Department of Psychology, Arizona State University.
Psychol Methods. 2018 Jun;23(2):191-207. doi: 10.1037/met0000154. Epub 2017 Dec 28.
The study of mediation of treatment effects, or how treatments work, is important to understanding and improving psychological and behavioral treatments, but applications often focus on mediators and outcomes measured at a single time point. Such cross-sectional analyses do not respect the implied temporal ordering that mediation suggests. Clinical trials of treatments often provide repeated measures of outcomes and, increasingly, of mediators as well. Repeated measurements allow the application of various types of longitudinal structural equation mediation models.

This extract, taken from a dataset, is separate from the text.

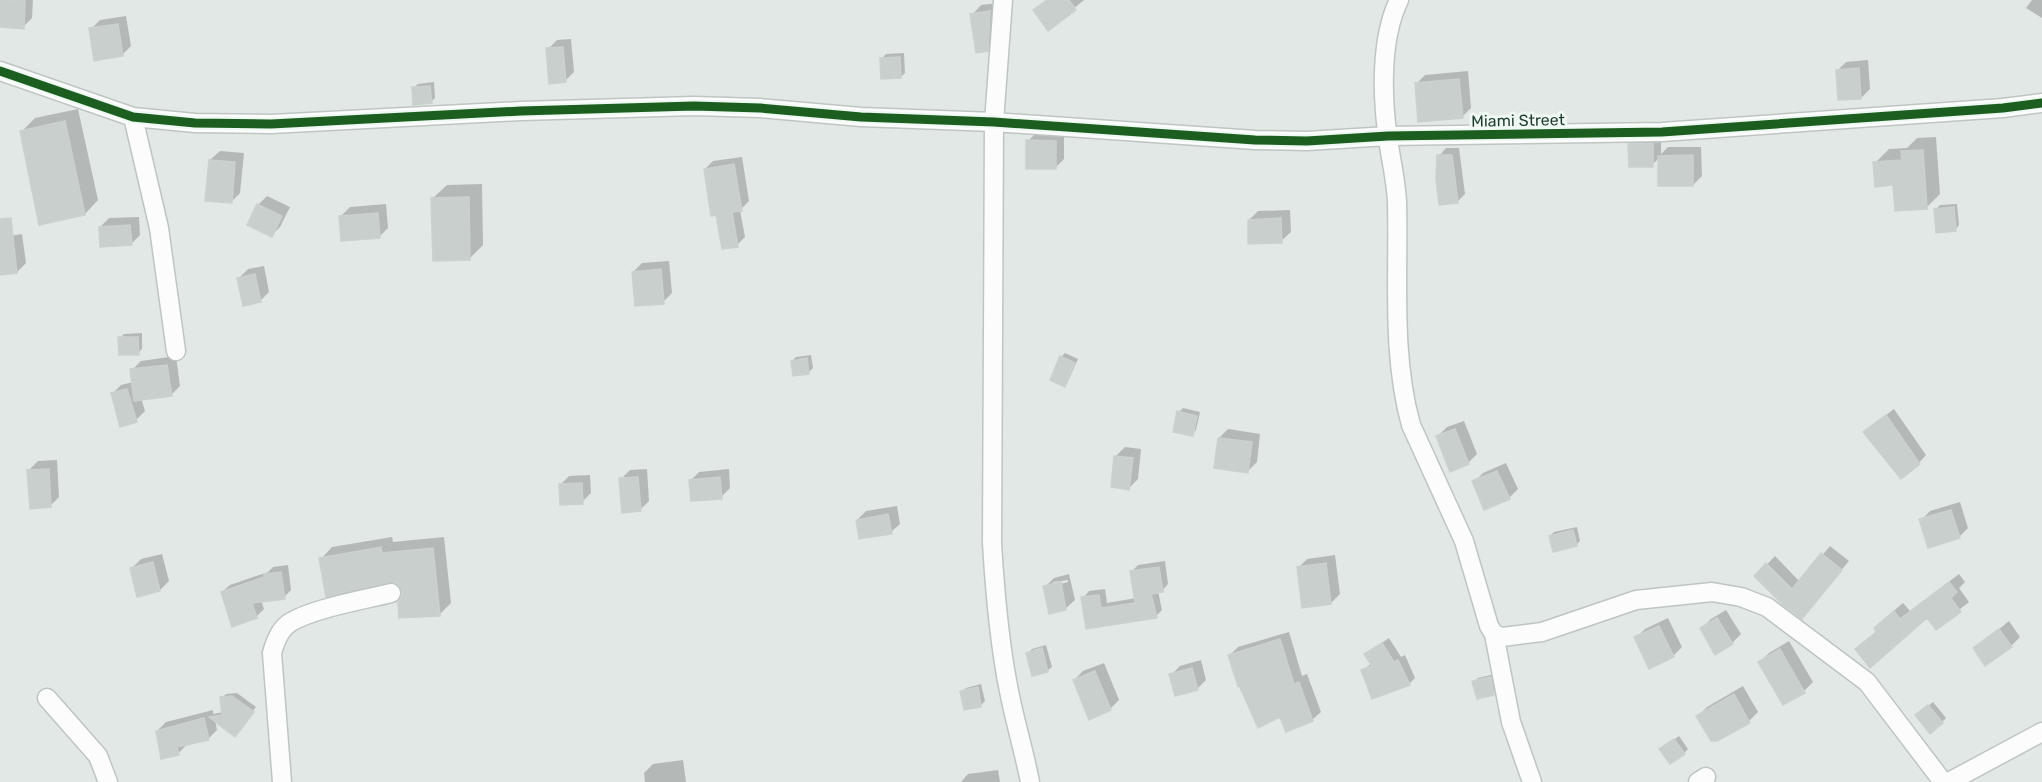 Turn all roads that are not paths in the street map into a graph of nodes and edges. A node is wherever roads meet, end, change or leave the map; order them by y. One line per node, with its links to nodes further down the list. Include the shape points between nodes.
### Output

These provide flexibility in modeling, including the ability to incorporate some types of measurement error and unmeasured confounding that can strengthen the robustness of findings. The usual approach is to identify the most theoretically plausible model and apply that model. In the absence of clear theory, we put forward the option of fitting a few theoretically plausible models, providing a type of sensitivity analysis for the mediation hypothesis. In this tutorial, we outline how to fit several longitudinal mediation models, including simplex, latent growth and latent change models. This will allow readers to learn about one type of model that is of interest, or about several alternative models, so that they can take this sensitivity approach. We use the Pacing, Graded Activity, and Cognitive Behavioral Therapy: A Randomized Evaluation (PACE) trial of rehabilitative treatments for chronic fatigue syndrome (ISRCTN 54285094) as a motivating example and describe how to fit and interpret various longitudinal mediation models using simulated data similar to those in the PACE trial. The simulated data set and Mplus code and output are provided. (PsycINFO Database Record
该研究的调解治疗效果,或如何治疗工作,是重要的理解和改进心理和行为治疗,但应用程序通常侧重于调解和结果在一个单一的时间点测量。这种横断面分析不尊重调解建议的隐含时间顺序。治疗的临床试验通常提供结果的重复测量,并且越来越多地提供调解的重复测量。重复测量允许应用各种类型的纵向结构方程调解模型。这些模型在建模方面提供了灵活性,包括纳入某些类型的测量误差和未测量混杂的能力,从而增强了研究结果的稳健性。通常的方法是确定最具理论意义的模型,并应用该模型。在没有明确理论的情况下,我们提出拟合几个具有理论意义的模型的选择,为调解假设提供一种敏感性分析。在本教程中,我们概述了如何拟合几种纵向调解模型,包括单形、潜在增长和潜在变化模型。这将使读者了解一种感兴趣的模型类型,或者了解几种替代模型,以便他们可以采用这种敏感性方法。我们使用慢性疲劳综合征康复治疗的 paced、分级活动和认知行为疗法:随机评估(pace)试验(isrctn54285094)作为一个激励性的例子,并描述如何使用类似于 pace 试验中的模拟数据拟合和解释各种纵向调解模型。提供了模拟数据集和 Mplus 代码和输出。